- India's major growth sectors like food and pharma are highly water-intensive in scarce regions
- Water in India is mostly unpriced and usage lacks accurate measurement and economic valuation
- Government and startups are introducing monitoring and metering to improve water visibility
India's next big infrastructure problem may not be land, power or capital. It may be water.
Zerodha co-founder Nikhil Kamath framed the problem bluntly: "Food, nuclear, pharma, data centres. India's four biggest growth bets are all water-intensive, being built in states that are already running out of it. The resource isn't priced. The metering is just starting.
Somewhere in that gap is a company worth building…”
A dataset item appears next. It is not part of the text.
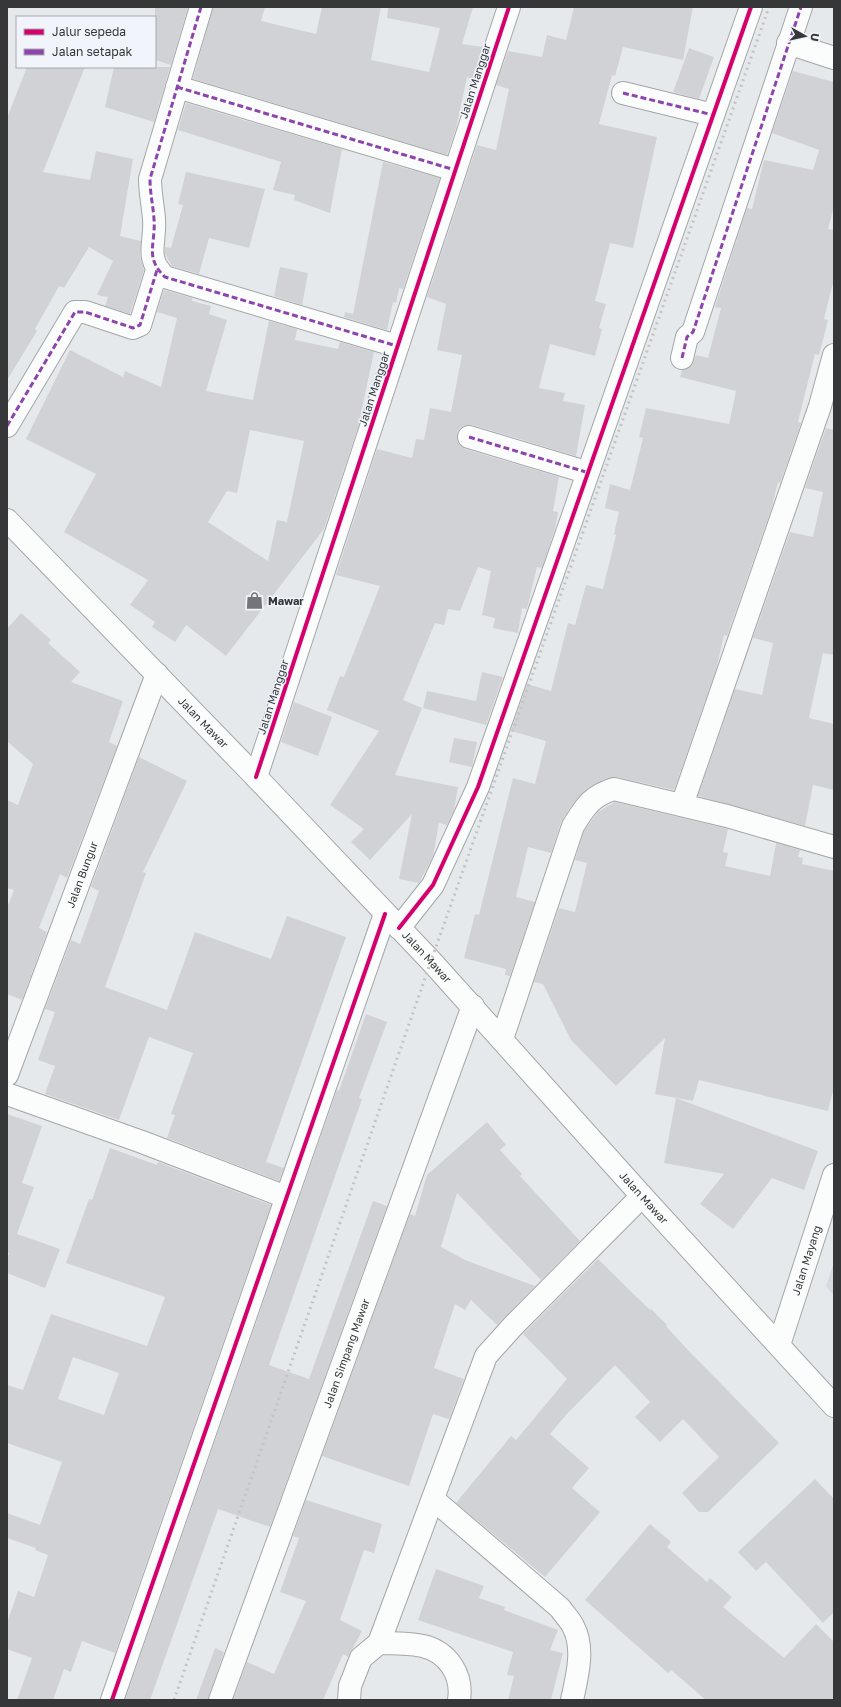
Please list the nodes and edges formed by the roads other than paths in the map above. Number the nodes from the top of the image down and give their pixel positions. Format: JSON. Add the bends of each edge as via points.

What reads like a sharp investing insight is also a warning about the shape of India's growth. The same water tables that keep the country fed are now expected to support nuclear cooling, bulk-drug manufacturing and an AI-era data-centre boom, often in regions already under stress, Kamath said in series of posts. Groundwater-heavy food-bowl states such as Punjab and Haryana are extracting far more than they recharge, while energy, pharma and digital infrastructure are expanding across water-scarce belts including Rajasthan, Telangana, Tamil Nadu and Karnataka.
Behind Kamath's post is a simple, uncomfortable truth: India still does not really know what its water is worth. Much of the country's water is unpriced or heavily subsidised, with usage shaped by politics, power tariffs and leaky distribution systems rather than economic value. A market signal for conservation is hard to create when there is no reliable measure of how much is being pumped, treated, reused or wasted.
That is beginning to change. Government agencies are rolling out groundwater monitoring stations, live reservoir dashboards and water-body mapping to track the country's water lifeline more closely. At the same time, startups are installing meters inside factories, housing projects and campuses, building digital twins that track consumption down to the kilolitre.
Together, these efforts are creating the first layer of a system India has long lacked: visibility.
Once water can be seen, the harder question is how to price it.
Unlike carbon, where a tonne is a tonne anywhere, water is hyperlocal. A litre saved in rain-fed Kerala is not the same as a litre saved in parched Rajasthan. Season, quality and scarcity all change its value. Any future water-credit system will need to reflect that reality by measuring the full supply-chain footprint, assigning location-specific values and allowing users to earn, trade or buy credits against clear limits.
Asia shows both the risk and the opportunity. The region has about 60% of the world's population but only around a quarter of its renewable freshwater, yet it has built few serious markets around water. Countries from China to Australia are experimenting with river-basin trading schemes and market-linked allocation models, while multilateral lenders are funding water-accounting frameworks in Indian states such as Andhra Pradesh and Telangana. The first country to build a fair, politically viable pricing system could become the region's reference point for water valuation.
Other nations offer clues. Israel treats water as a strategic resource, charging close to full cost and recycling nearly all of what it uses. Singapore, with almost no natural freshwater, has built resilience through aggressive metering, reuse and desalination. Chile offers the cautionary tale: it pushed water privatisation so far in the 1980s that it later had to rewrite the rules amid concerns over hoarding, exploitative tariffs and the need to reassert water as a public good.
Food, nuclear, pharma, data centres.
— Nikhil Kamath (@nikhilkamathcio) June 18, 2026
India's four biggest growth bets are all water-intensive, being built in states that are already running out of it. The resource isn't priced. The metering is just starting.
Somewhere in that gap is a company worth building… pic.twitter.com/qGZ031Omy1
Grain, oil and carbon all evolved into large, tradeable markets. It is striking that the world's most consumed resource is still governed largely by ministries, subsidies and informal supply chains.
Kamath's provocation is that India's next great company may not sell a single drop of water. It may build the plumbing of a new system: the meters, exchanges, credit frameworks and financing rails that finally tell India, and perhaps all of Asia, what water is actually worth.